A l’attention du Père Bandelier pour la rubrique « Une Foi, mille questions »
Mon Père,
Je suis triplement touché par votre réponse. Premièrement parce que, comme me l’avait dit mon ami, vous n’hésitez pas à prendre sur votre temps pour répondre. Deuxièmement pour la promptitude avec laquelle votre réponse est arrivée. Troisièmement pour la concision et le ton fraternel de cette dernière. Je ne pouvais donc pas ne pas vous remercier pour ceci. En lisant votre message je ne peux qu’être d’accord avec vous, mais rien de ce que vous dites ne faisait partie de mon interrogation initiale.
Les différentes sciences du Verbe en son humanité coexistent en effet comme vous le soulignez, et c’est même cette multiplicité de connaissances dans la seule personne de Jésus qui me faisait douter de son ignorance concernant la femme hémorroïsse. C’est à propos de cette connaissance là, à la lecture de Saint Thomas d’Aquin, que je ne crois pas qu’on puisse dire que le Christ ait découvert l’identité de la « coupable » par son seul aveu. C’est là le seul point qui me chiffonnait dans votre article.
Je suis sinon tout à fait d’accord avec vous sur « la connaissance expérimentale » du Christ, fruit de son âme créée. C’est ce que je vous ai écrit la dernière fois en citant le Catéchisme et La Somme Théologique. Sur ce point précis l’âme du Christ apprend « comme tout le monde » ainsi que vous le dite, en précisant que c’est ambigu, avec raison, car si on oublie les autres modes de connaissance de ce même Christ, on retombe dans l’erreur qui consiste à réduire le Christ à un simple « super » homme.
Par rapport au métier de charpentier, le Christ n’a pas fait semblant de l’apprendre de façon pratique et expérimentale, en développant comme le dit Saint Thomas « un habitus de science ». Il a donc pu progresser dans cette discipline par sa science acquise. Par contre pour ce qui est de l’enseignement « formel » de l’art du charpentier, il ne me semble pas possible, lorsqu’on est à l’écoute de Saint Thomas,(ce qui n’est pas une obligation pour adhérer au Christ, mais qui peut y contribuer) d’affirmer que Joseph ait appris quelque chose au Christ en considération de sa science infuse, par laquelle « le Christ a connu toutes choses », dixit le même Frère Thomas.
Pour ce qui concerne les hérétiques cités dans mon message précédent, je me suis contenté de les puiser dans La Somme Contre les Gentils, mais je vous concède que Saint Thomas, bien qu’il fût un grand théologien, ait pu errer en matière d’histoire.
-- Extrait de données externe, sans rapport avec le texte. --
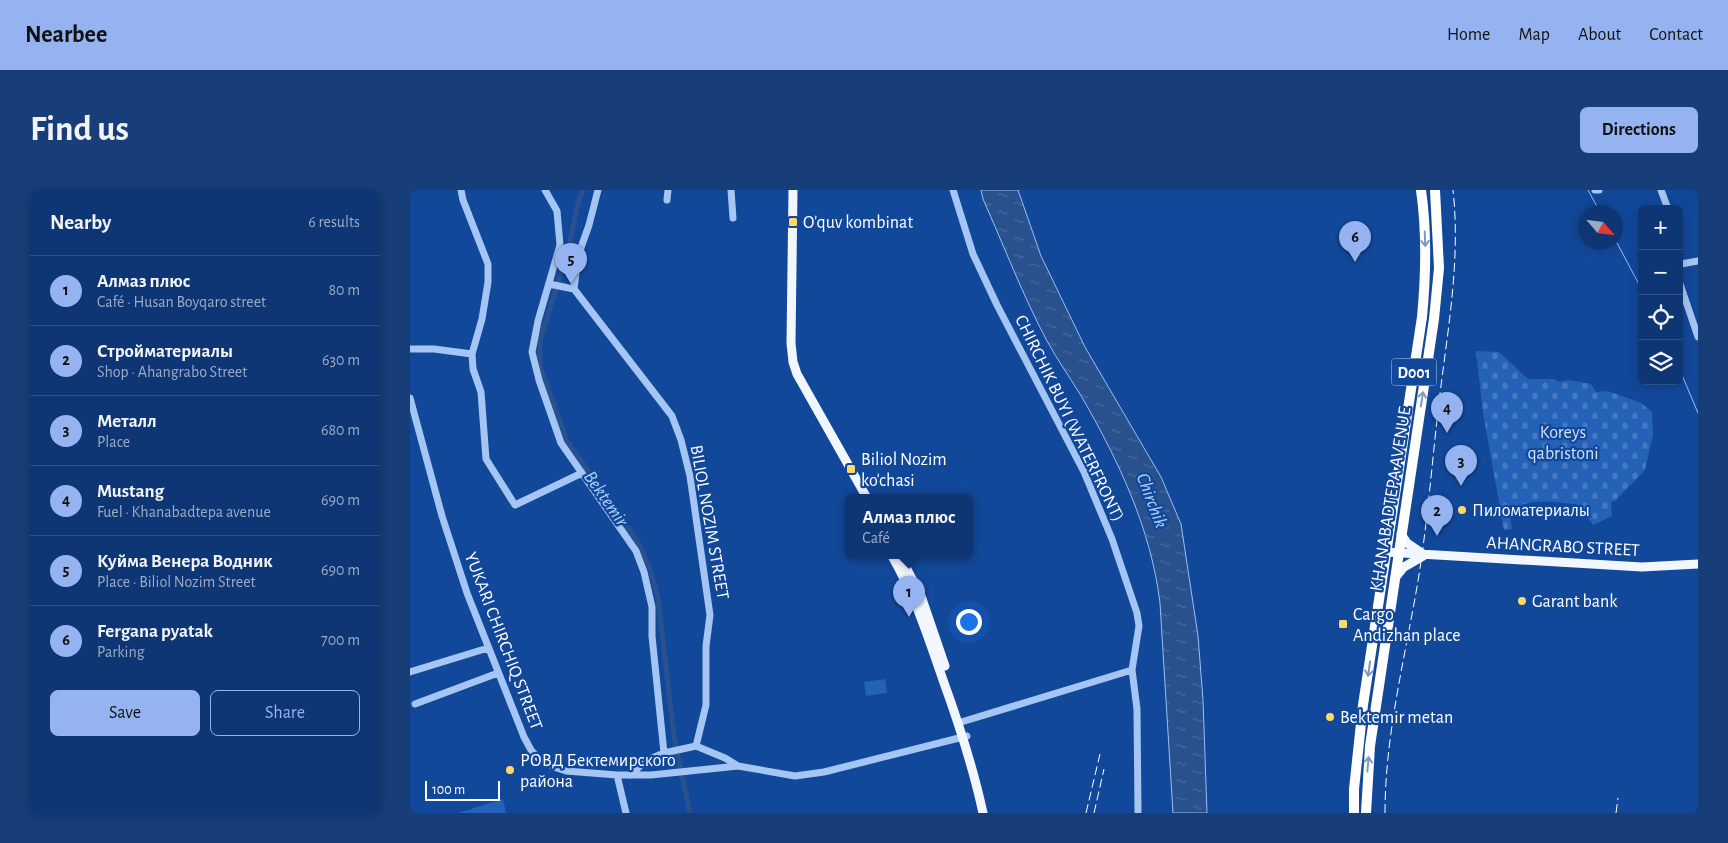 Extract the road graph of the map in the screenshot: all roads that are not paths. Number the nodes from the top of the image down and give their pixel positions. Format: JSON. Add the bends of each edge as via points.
{"nodes":[{"id":1,"x":461,"y":190,"type":"edge"},
{"id":2,"x":545,"y":190,"type":"edge"},
{"id":3,"x":598,"y":190,"type":"edge"},
{"id":4,"x":668,"y":190,"type":"edge"},
{"id":5,"x":731,"y":190,"type":"edge"},
{"id":6,"x":789,"y":190,"type":"edge"},
{"id":7,"x":793,"y":190,"type":"edge"},
{"id":8,"x":953,"y":190,"type":"edge"},
{"id":9,"x":1421,"y":190,"type":"edge"},
{"id":10,"x":1435,"y":190,"type":"edge"},
{"id":11,"x":1595,"y":190,"type":"edge"},
{"id":12,"x":1600,"y":190,"type":"edge"},
{"id":13,"x":1661,"y":190,"type":"edge"},
{"id":14,"x":667,"y":200,"type":"dead end"},
{"id":15,"x":1667,"y":205,"type":"edge"},
{"id":16,"x":733,"y":218,"type":"dead end"},
{"id":17,"x":1698,"y":261,"type":"edge"},
{"id":18,"x":1683,"y":264,"type":"edge"},
{"id":19,"x":549,"y":284,"type":"junction"},
{"id":20,"x":1425,"y":285,"type":"junction"},
{"id":21,"x":1437,"y":285,"type":"junction"},
{"id":22,"x":574,"y":289,"type":"junction"},
{"id":23,"x":1683,"y":293,"type":"edge"},
{"id":24,"x":1698,"y":337,"type":"edge"},
{"id":25,"x":410,"y":349,"type":"edge"},
{"id":26,"x":472,"y":354,"type":"junction"},
{"id":27,"x":410,"y":398,"type":"edge"},
{"id":28,"x":582,"y":473,"type":"junction"},
{"id":29,"x":858,"y":494,"type":"edge"},
{"id":30,"x":865,"y":494,"type":"edge"},
{"id":31,"x":1402,"y":534,"type":"junction"},
{"id":32,"x":1386,"y":552,"type":"junction"},
{"id":33,"x":1399,"y":553,"type":"junction"},
{"id":34,"x":1426,"y":555,"type":"junction"},
{"id":35,"x":898,"y":559,"type":"edge"},
{"id":36,"x":1698,"y":564,"type":"edge"},
{"id":37,"x":1395,"y":578,"type":"junction"},
{"id":38,"x":488,"y":648,"type":"junction"},
{"id":39,"x":1132,"y":670,"type":"junction"},
{"id":40,"x":410,"y":672,"type":"edge"},
{"id":41,"x":498,"y":673,"type":"junction"},
{"id":42,"x":415,"y":704,"type":"dead end"},
{"id":43,"x":960,"y":722,"type":"junction"},
{"id":44,"x":965,"y":737,"type":"junction"},
{"id":45,"x":696,"y":746,"type":"junction"},
{"id":46,"x":667,"y":752,"type":"junction"},
{"id":47,"x":738,"y":766,"type":"junction"},
{"id":48,"x":617,"y":775,"type":"junction"},
{"id":49,"x":631,"y":775,"type":"junction"},
{"id":50,"x":626,"y":813,"type":"edge"},
{"id":51,"x":982,"y":813,"type":"edge"},
{"id":52,"x":987,"y":813,"type":"edge"},
{"id":53,"x":1138,"y":813,"type":"edge"},
{"id":54,"x":1354,"y":813,"type":"edge"},
{"id":55,"x":1366,"y":813,"type":"edge"}],
"edges":[{"from":1,"to":26,"type":"street","via":[[488,264],[487,291]]},
{"from":2,"to":19,"type":"street","via":[[557,211],[560,245]]},
{"from":3,"to":22,"type":"street","via":[[578,256]]},
{"from":4,"to":14,"type":"street"},
{"from":5,"to":16,"type":"street"},
{"from":6,"to":29,"type":"main road","via":[[788,362],[792,376]]},
{"from":7,"to":30,"type":"main road","via":[[793,362]]},
{"from":8,"to":39,"type":"street","name":"CHIRCHIK BUYI (WATERFRONT)","via":[[973,254],[1084,472],[1112,538],[1139,620]]},
{"from":9,"to":20,"type":"highway","name":"KHANABADTEPA AVENUE","number":"D001","one_way":true},
{"from":10,"to":21,"type":"highway","name":"KHANABADTEPA AVENUE","number":"D001"},
{"from":11,"to":12,"type":"street"},
{"from":13,"to":15,"type":"street"},
{"from":17,"to":18,"type":"street"},
{"from":19,"to":22,"type":"street"},
{"from":19,"to":28,"type":"street","via":[[532,352],[561,443]]},
{"from":20,"to":21,"type":"highway"},
{"from":20,"to":32,"type":"highway","name":"KHANABADTEPA AVENUE","number":"D001"},
{"from":31,"to":21,"type":"highway","name":"KHANABADTEPA AVENUE","number":"D001","one_way":true},
{"from":22,"to":45,"type":"street","name":"BILIOL NOZIM STREET","via":[[672,416],[681,440],[690,476],[710,615],[706,646],[706,705]]},
{"from":23,"to":24,"type":"street"},
{"from":25,"to":26,"type":"street"},
{"from":26,"to":28,"type":"street","via":[[481,392],[486,459],[514,504]]},
{"from":27,"to":38,"type":"street","name":"YUKARI CHIRCHIQ STREET","via":[[442,516]]},
{"from":28,"to":46,"type":"street","via":[[636,550],[646,578]]},
{"from":31,"to":33,"type":"highway","name":"KHANABADTEPA AVENUE","number":"D001"},
{"from":31,"to":34,"type":"main road","via":[[1412,548]]},
{"from":32,"to":33,"type":"main road","name":"AHANGRABO STREET"},
{"from":32,"to":54,"type":"highway","name":"KHANABADTEPA AVENUE","number":"D001","one_way":true,"via":[[1363,705]]},
{"from":33,"to":34,"type":"main road","name":"AHANGRABO STREET"},
{"from":33,"to":37,"type":"highway","name":"KHANABADTEPA AVENUE","number":"D001"},
{"from":34,"to":36,"type":"main road","name":"AHANGRABO STREET","via":[[1642,567]]},
{"from":34,"to":37,"type":"main road","via":[[1408,563]]},
{"from":35,"to":43,"type":"main road","via":[[921,596]]},
{"from":55,"to":37,"type":"highway","name":"KHANABADTEPA AVENUE","number":"D001","one_way":true,"via":[[1368,762]]},
{"from":38,"to":40,"type":"street"},
{"from":38,"to":41,"type":"street","name":"YUKARI CHIRCHIQ STREET"},
{"from":39,"to":43,"type":"street"},
{"from":39,"to":53,"type":"street","name":"CHIRCHIK BUYI (WATERFRONT)","via":[[1137,709]]},
{"from":41,"to":42,"type":"street"},
{"from":41,"to":48,"type":"street","name":"YUKARI CHIRCHIQ STREET","via":[[527,744],[539,759],[562,770]]},
{"from":43,"to":44,"type":"main road"},
{"from":44,"to":47,"type":"street","name":"YUKARI CHIRCHIQ STREET","via":[[811,775],[795,776]]},
{"from":44,"to":51,"type":"main road"},
{"from":44,"to":52,"type":"main road","via":[[977,768]]},
{"from":45,"to":46,"type":"street"},
{"from":45,"to":47,"type":"street"},
{"from":46,"to":49,"type":"street","via":[[646,761]]},
{"from":47,"to":49,"type":"street","name":"YUKARI CHIRCHIQ STREET"},
{"from":48,"to":49,"type":"street","name":"YUKARI CHIRCHIQ STREET"},
{"from":48,"to":50,"type":"street"}]}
Je sais que beaucoup de penseurs et même d’hommes d’Eglise éprouvent un certain mépris pour la pensée du Docteur commun de leur propre Eglise (je ne pense pas à vous). Pourtant, bizarrement, cette défiance actuelle va de pair avec des dérapages théologiques parfois très graves. J’arrête de vous embêter et je vous assure de ma lecture fidèle de vos articles.